Published online Mar 7, 2013. doi: 10.3748/wjg.v19.i9.1494
Revised: January 13, 2013
Accepted: February 5, 2013
Published online: March 7, 2013
Processing time: 119 Days and 16.7 Hours
Intestinal hemolymphangioma is a rare vascular and lymphatic malformation and is manifested as anaemia and recurrent alimentary tract hemorrhage. Few cases of hemolymphangioma occurring in small intestine, spleen, esophagus and other organs have been reported.
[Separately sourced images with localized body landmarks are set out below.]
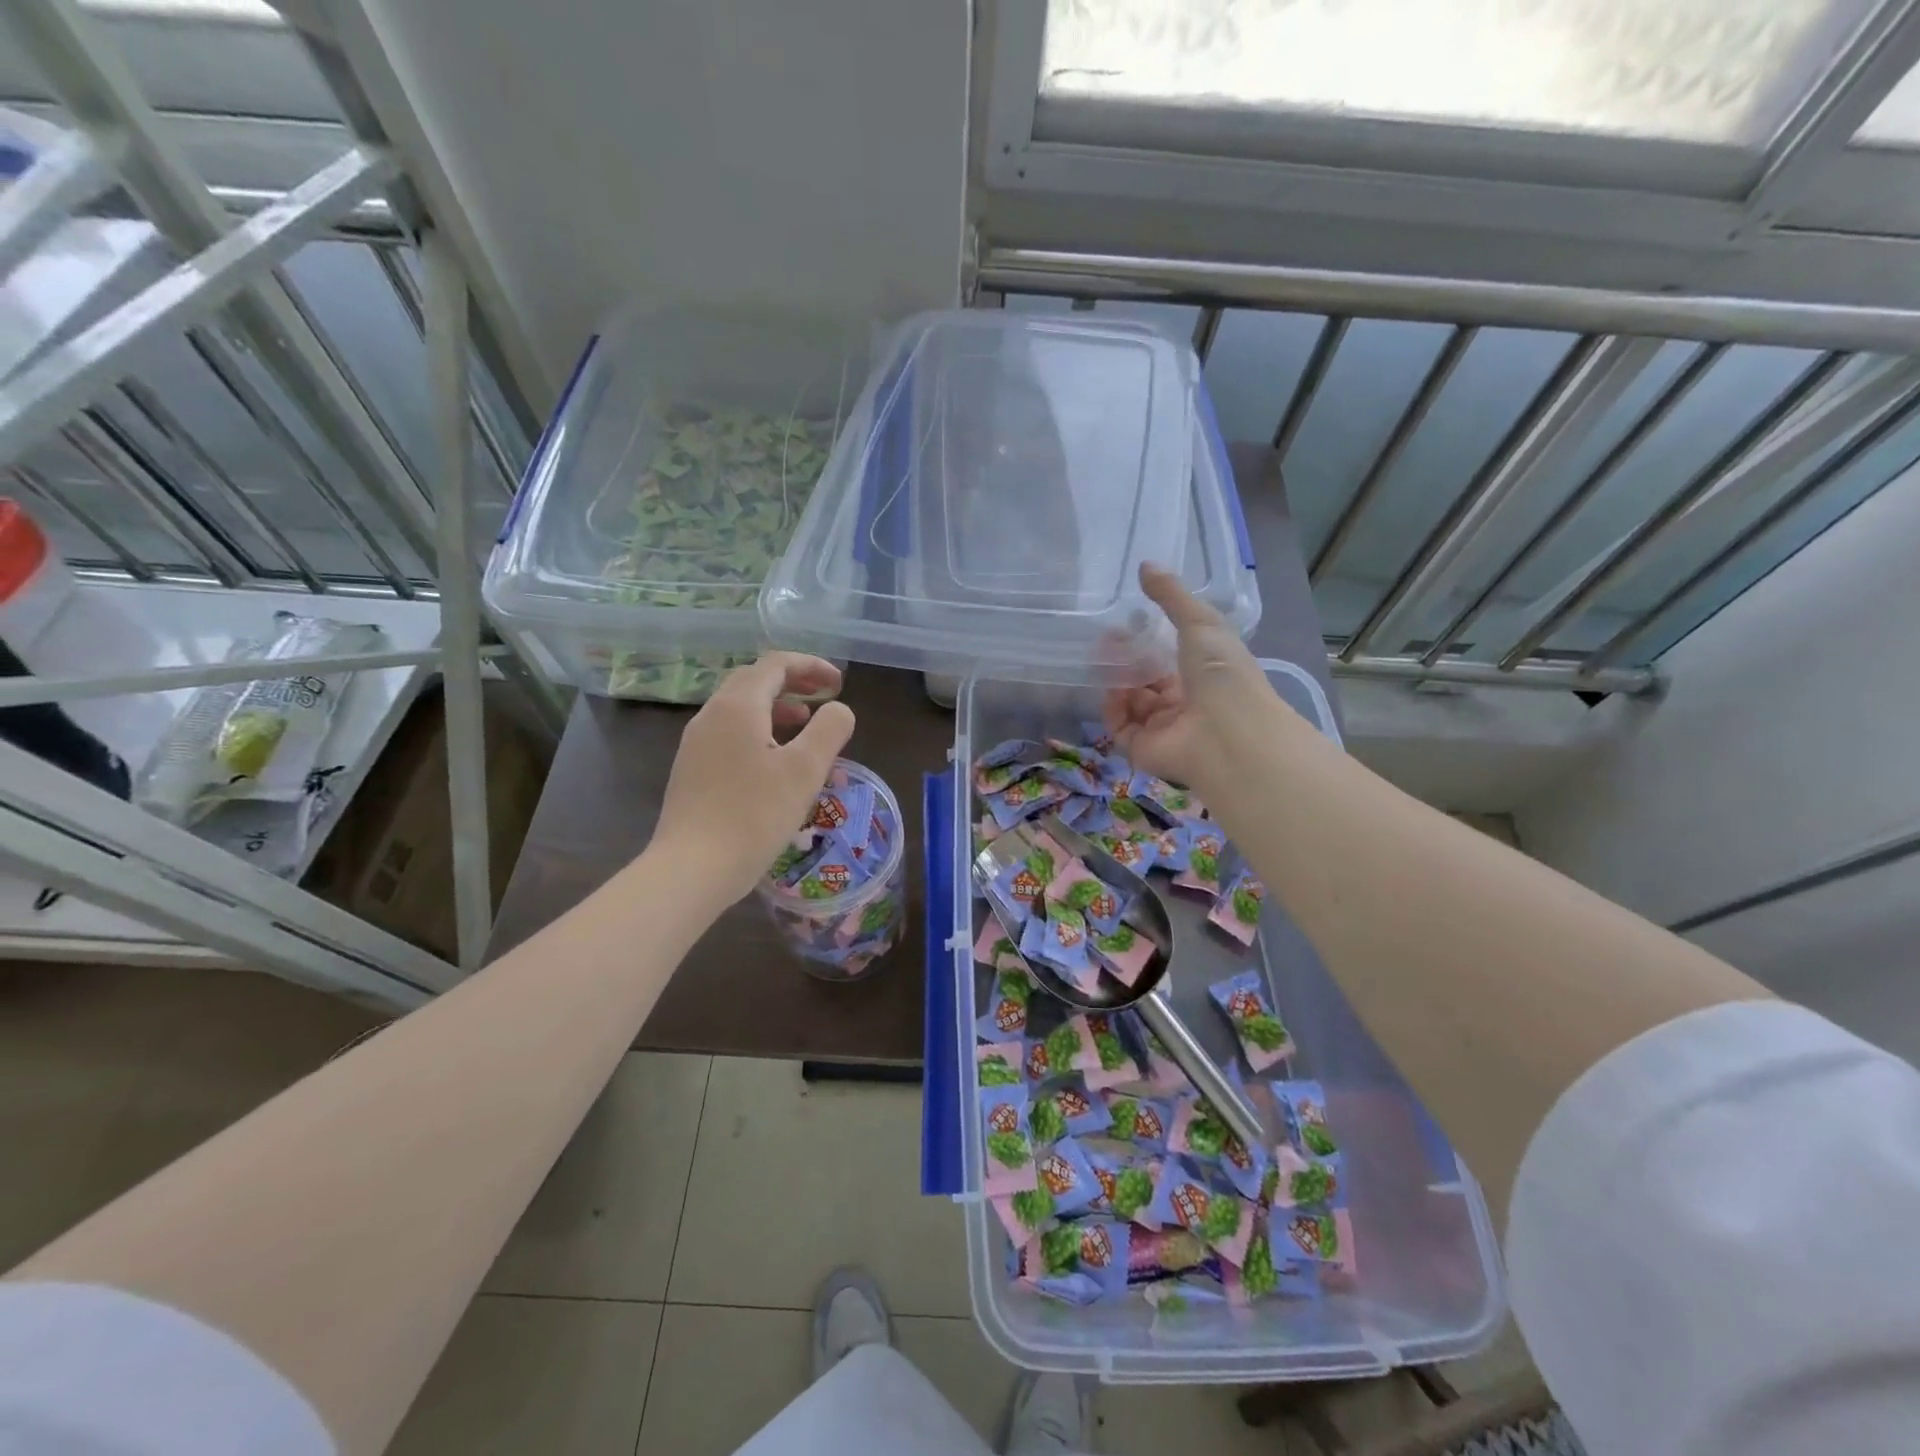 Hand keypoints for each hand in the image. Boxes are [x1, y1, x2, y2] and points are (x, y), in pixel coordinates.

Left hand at [651, 652, 855, 906]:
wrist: (692, 869)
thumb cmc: (754, 814)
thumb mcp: (805, 770)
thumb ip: (829, 730)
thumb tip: (838, 709)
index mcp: (737, 706)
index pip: (775, 664)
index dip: (811, 666)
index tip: (840, 683)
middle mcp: (711, 716)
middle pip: (754, 681)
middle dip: (793, 684)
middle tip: (824, 698)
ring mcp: (696, 744)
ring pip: (741, 711)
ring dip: (777, 710)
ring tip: (806, 729)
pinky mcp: (692, 771)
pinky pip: (731, 736)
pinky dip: (760, 734)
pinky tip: (777, 765)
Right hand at [1103, 563, 1285, 794]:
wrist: (1226, 733)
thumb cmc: (1221, 673)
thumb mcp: (1201, 622)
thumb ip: (1172, 596)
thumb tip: (1145, 564)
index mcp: (1204, 675)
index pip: (1172, 657)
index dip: (1149, 640)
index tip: (1126, 623)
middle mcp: (1184, 703)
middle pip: (1147, 680)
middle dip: (1127, 660)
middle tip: (1105, 641)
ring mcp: (1163, 728)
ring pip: (1130, 702)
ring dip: (1117, 681)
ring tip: (1103, 660)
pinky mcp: (1143, 748)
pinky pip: (1119, 726)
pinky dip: (1113, 708)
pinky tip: (1111, 690) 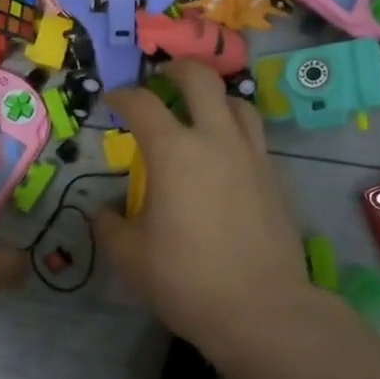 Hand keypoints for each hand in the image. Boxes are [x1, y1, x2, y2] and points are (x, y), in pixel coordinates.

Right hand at [96, 61, 331, 367]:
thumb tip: (104, 213)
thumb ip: (110, 226)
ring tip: (198, 109)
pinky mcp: (274, 180)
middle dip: (177, 69)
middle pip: (201, 81)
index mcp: (174, 152)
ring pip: (238, 103)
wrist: (261, 309)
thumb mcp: (129, 256)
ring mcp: (251, 158)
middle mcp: (216, 141)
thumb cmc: (185, 278)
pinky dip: (234, 130)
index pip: (143, 104)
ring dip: (214, 96)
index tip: (112, 100)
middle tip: (161, 77)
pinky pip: (253, 137)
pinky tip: (222, 155)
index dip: (123, 96) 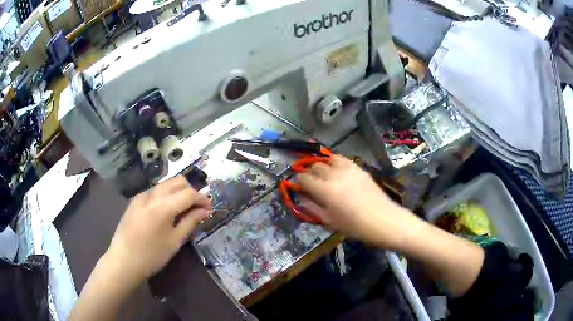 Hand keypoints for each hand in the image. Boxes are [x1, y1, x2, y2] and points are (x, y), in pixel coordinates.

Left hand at [105, 176, 209, 285]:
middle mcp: (151, 195)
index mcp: (162, 207)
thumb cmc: (152, 256)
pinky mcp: (135, 200)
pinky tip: (167, 210)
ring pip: (165, 184)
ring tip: (183, 208)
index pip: (188, 194)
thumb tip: (205, 211)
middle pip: (176, 182)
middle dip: (190, 191)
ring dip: (178, 191)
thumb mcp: (175, 241)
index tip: (209, 206)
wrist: (124, 261)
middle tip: (197, 207)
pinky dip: (166, 195)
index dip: (201, 198)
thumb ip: (190, 222)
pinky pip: (155, 191)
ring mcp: (141, 196)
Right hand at [297, 155, 420, 249]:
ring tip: (323, 174)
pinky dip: (335, 162)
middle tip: (310, 181)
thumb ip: (312, 208)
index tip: (298, 185)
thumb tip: (300, 198)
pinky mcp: (359, 168)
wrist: (385, 221)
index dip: (298, 181)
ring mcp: (348, 169)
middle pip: (315, 166)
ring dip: (322, 165)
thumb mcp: (330, 222)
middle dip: (309, 172)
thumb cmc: (356, 227)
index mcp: (325, 190)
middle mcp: (335, 175)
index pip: (304, 178)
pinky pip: (343, 159)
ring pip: (328, 159)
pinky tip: (337, 171) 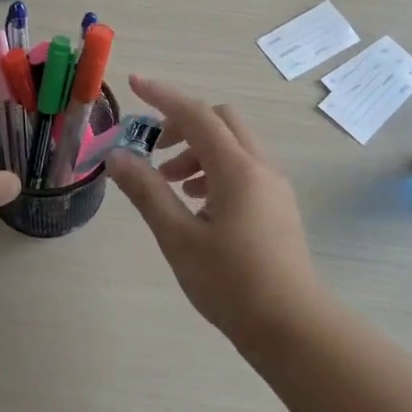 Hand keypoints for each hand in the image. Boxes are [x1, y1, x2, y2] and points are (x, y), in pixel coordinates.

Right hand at [106, 75, 321, 338]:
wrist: (293, 328)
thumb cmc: (231, 283)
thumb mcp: (178, 238)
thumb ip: (147, 192)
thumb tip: (117, 156)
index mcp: (237, 169)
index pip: (196, 115)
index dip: (162, 96)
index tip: (133, 83)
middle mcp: (260, 167)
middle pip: (221, 121)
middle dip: (183, 123)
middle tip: (154, 148)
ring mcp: (274, 187)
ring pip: (233, 145)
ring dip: (198, 150)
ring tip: (169, 184)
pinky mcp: (278, 207)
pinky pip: (243, 168)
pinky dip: (214, 169)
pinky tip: (196, 205) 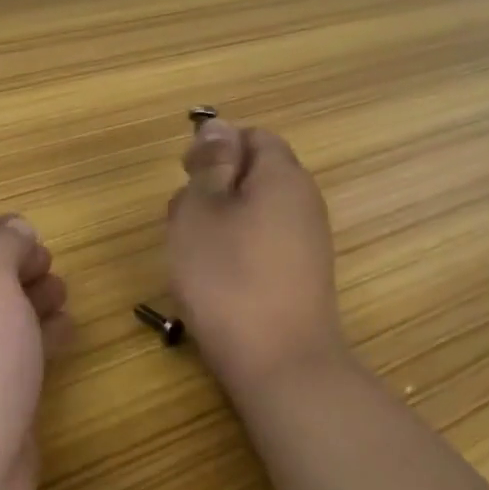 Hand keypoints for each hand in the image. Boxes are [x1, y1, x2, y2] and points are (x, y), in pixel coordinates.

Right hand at [166, 120, 349, 397]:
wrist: (279, 362)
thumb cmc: (227, 277)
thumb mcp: (202, 210)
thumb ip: (209, 164)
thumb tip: (218, 126)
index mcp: (282, 176)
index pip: (253, 136)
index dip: (216, 146)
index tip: (186, 174)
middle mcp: (303, 202)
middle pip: (254, 174)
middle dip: (213, 187)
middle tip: (182, 219)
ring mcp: (305, 242)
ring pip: (253, 211)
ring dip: (218, 222)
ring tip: (192, 253)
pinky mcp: (299, 276)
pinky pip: (261, 244)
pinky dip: (234, 251)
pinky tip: (213, 279) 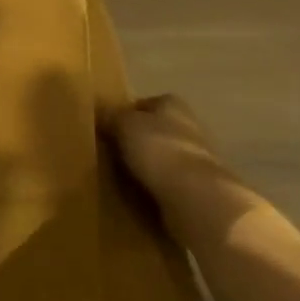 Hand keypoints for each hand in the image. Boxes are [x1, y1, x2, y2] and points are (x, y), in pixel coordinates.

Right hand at [112, 95, 253, 238]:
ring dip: (147, 165)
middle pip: (156, 130)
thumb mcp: (123, 125)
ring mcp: (197, 158)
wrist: (196, 196)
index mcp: (172, 104)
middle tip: (111, 153)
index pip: (145, 104)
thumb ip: (111, 116)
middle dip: (137, 140)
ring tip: (122, 176)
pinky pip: (170, 182)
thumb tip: (100, 111)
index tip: (107, 129)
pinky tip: (140, 194)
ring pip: (164, 157)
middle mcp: (189, 126)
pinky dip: (156, 186)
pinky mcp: (199, 187)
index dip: (126, 114)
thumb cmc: (158, 150) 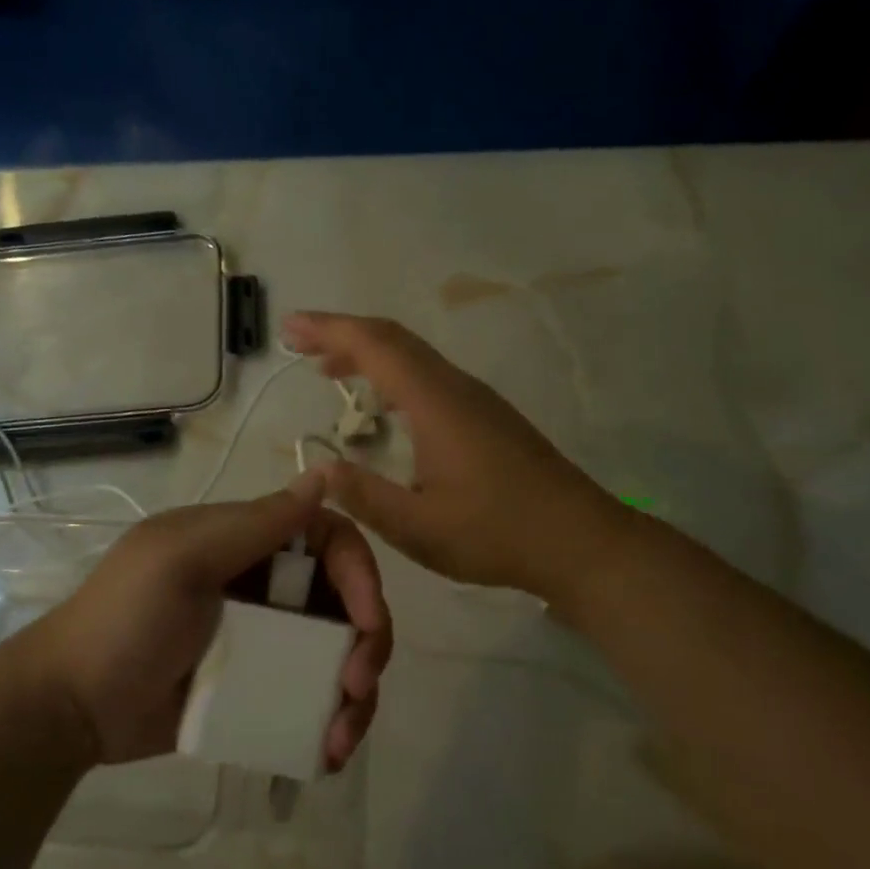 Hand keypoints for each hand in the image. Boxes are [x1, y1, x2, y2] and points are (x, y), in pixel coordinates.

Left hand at [27, 471, 392, 767]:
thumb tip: (324, 474)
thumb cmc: (123, 621)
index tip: (367, 621)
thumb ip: (255, 523)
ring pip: (337, 654)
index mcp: (247, 543)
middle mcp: (265, 586)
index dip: (360, 574)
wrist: (70, 707)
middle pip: (345, 601)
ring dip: (356, 694)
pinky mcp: (258, 690)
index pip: (329, 540)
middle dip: (368, 642)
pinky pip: (312, 697)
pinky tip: (326, 752)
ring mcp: (264, 641)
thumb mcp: (182, 560)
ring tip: (340, 739)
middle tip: (357, 687)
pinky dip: (331, 721)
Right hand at [282, 312, 629, 600]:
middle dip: (342, 333)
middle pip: (393, 340)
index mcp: (436, 403)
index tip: (290, 328)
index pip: (376, 346)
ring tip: (326, 370)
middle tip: (298, 341)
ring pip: (413, 356)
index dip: (329, 329)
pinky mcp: (485, 415)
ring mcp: (475, 398)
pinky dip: (392, 374)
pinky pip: (428, 376)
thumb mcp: (419, 528)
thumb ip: (364, 496)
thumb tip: (317, 467)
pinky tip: (381, 403)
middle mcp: (455, 387)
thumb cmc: (497, 534)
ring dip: (367, 353)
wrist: (579, 540)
We herein report a case of a 37-year-old man with severe rectal bleeding. Digital examination revealed nodular mucosa. No rectal mass was palpated, but bleeding in the ampulla was detected. Colonoscopy revealed an extensive hypervascular submucosal lesion arising from the rectosigmoid junction colon to the distal edge of the anus. Endoscopic ultrasonography demonstrated an extensive anechoic mass with clear edge. Magnetic resonance imaging (MRI) showed a significant thickness of the rectal wall, extending to the distal edge of the anus, with a narrowing lumen. A sphincter-saving rectal surgery was performed. Due to a lack of knowledge of the clinical, endoscopic and radiological features, preoperative recognition of hemolymphangioma is not easy. Computed tomography and MRI are helpful in confirming the diagnosis, and defining the extent and invasion of the lesion. For the low malignant potential tumors, a sphincter-saving rectal surgery is recommended after a full evaluation of the tumor.